Taylor Stewart, founder and Executive Director of the Oregon Remembrance Project and Sarah Sanderson, author of The Place We Make: Breaking the Legacy of Legalized Hate, will be discussing sundown towns and how we tangibly reconcile that history, as well as the effects that manifest in the present day, including here in Lake Oswego.   

Guests

Taylor Stewart is the founder and Executive Director of the Oregon Remembrance Project (ORP). He is a lifelong Portlander and graduated from the University of Portland in 2018 with a degree in Communication and a Master’s in Social Work from Portland State University in 2021. Taylor started the ORP in 2018 to help communities unearth stories of injustice and engage in the necessary truth telling and repair required to reconcile instances of historical harm. His work connects historical racism to its present-day legacies in order to inspire contemporary racial justice action. In what started as simply a way to memorialize a man named Alonzo Tucker, the most widely documented African American victim of lynching in Oregon, Taylor has grown to see the power of reconciliation to rectify further instances of historical injustice. He gave a TED Talk with TEDx Portland in 2022 titled “How do you reconcile a lynching?” which applies the three R’s of reconciliation—remembrance, repair, and redemption—to the lynching of Alonzo Tucker. His work now extends to cover other stories of historical injustice in Oregon.

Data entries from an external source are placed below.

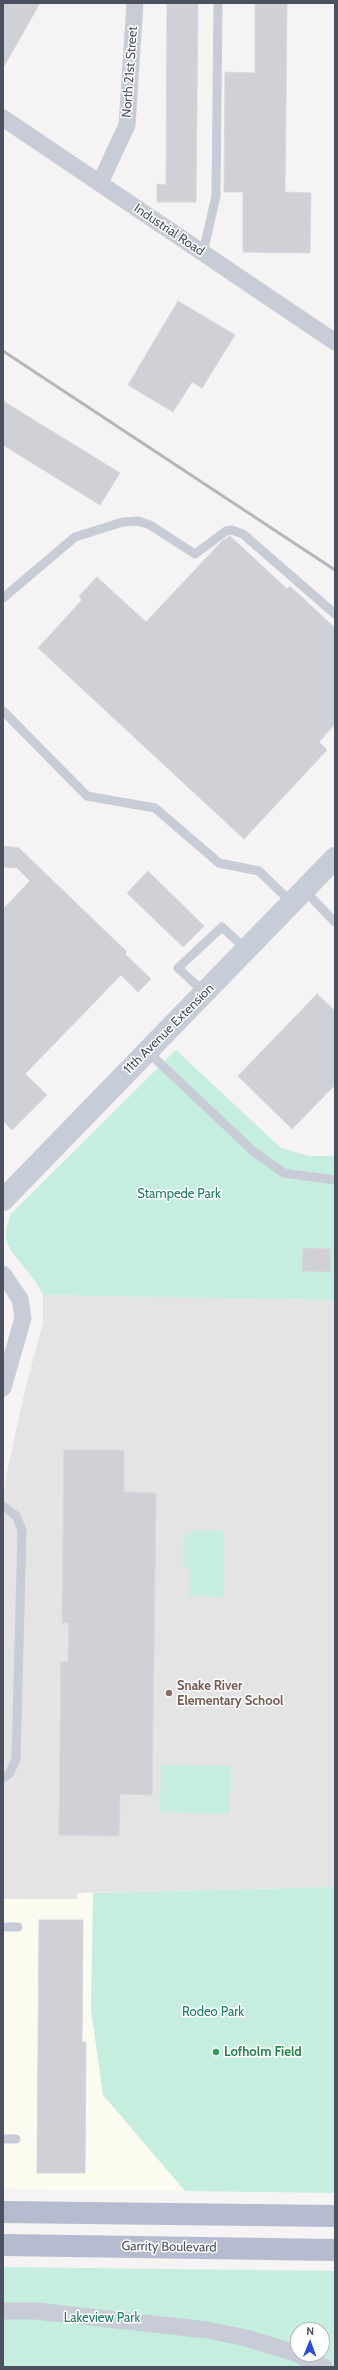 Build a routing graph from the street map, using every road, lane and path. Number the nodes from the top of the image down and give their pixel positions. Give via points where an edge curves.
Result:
1 (135, 3) edge
2 (218, 3) edge
3 (3, 118) edge
4 (100, 183) junction
5 (203, 253) junction
6 (335, 342) edge
7 (3, 598) edge
8 (335, 614) edge
9 (3, 710) edge
10 (335, 858) edge
11 (298, 896) junction
12 (335, 922) edge
13 (247, 950) junction
14 (205, 993) junction
15 (147, 1051) junction
16 (335, 1180) edge
17 (3, 1200) edge
18 (3, 1274) edge
19 (3, 1388) edge
20 (3, 1506) edge
21 (3, 1778) edge
22 (3, 1927) edge
23 (18, 1927) dead end
24 (3, 2139) edge
25 (16, 2139) dead end
26 (3, 2212) edge
27 (335, 2216) edge
28 (3, 2245) edge
29 (335, 2250) edge
30 (3, 2311) edge
31 (324, 2367) edge

1 - 4 street, North 21st Street via 127,125
2 - 5 lane via 216,196
3 - 4 street, Industrial Road
4 - 5 street, Industrial Road
5 - 6 street, Industrial Road
7 - 8 lane via 75,537 123,522 138,521 150,525 195,554 226,531 232,530 243,534
9 - 11 lane via 87,796 155,808 219,863 258,871
10 - 11 street, 11th Avenue Extension
11 - 12 lane
11 - 13 street, 11th Avenue Extension
13 - 14 street, 11th Avenue Extension
13 - 14 lane via 222,927 178,968
14 - 15 street, 11th Avenue Extension
15 - 16 lane via 260,1156 284,1173
15 - 17 street, 11th Avenue Extension
18 - 19 street via 20,1299 23,1318
20 - 21 lane via 16,1516 22,1530 16,1759 9,1774
22 - 23 lane
24 - 25 lane
26 - 27 main road
28 - 29 main road, Garrity Boulevard
30 - 31 street via 58,2313 207,2330 246,2338 295,2353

Sarah L. Sanderson’s first book is The Place We Make: Breaking the Legacy of Legalized Hate (WaterBrook; on-sale 8/15/23). She holds a Master of Fine Arts in creative nonfiction from Seattle Pacific University, a master’s in teaching from Seattle University, and a bachelor of English and philosophy from Wheaton College. She was born in Oregon and returned there eight years ago, after living in various places. Sarah now lives with her family south of Portland near Oregon City and her pursuits include writing, speaking, teaching creative writing, learning to pray, and building the beloved community. Her writing has appeared in PBS Newshour and Christianity Today. Visit her at www.sarahlsanderson.com and Instagram.com/sarahlsandersonwriter.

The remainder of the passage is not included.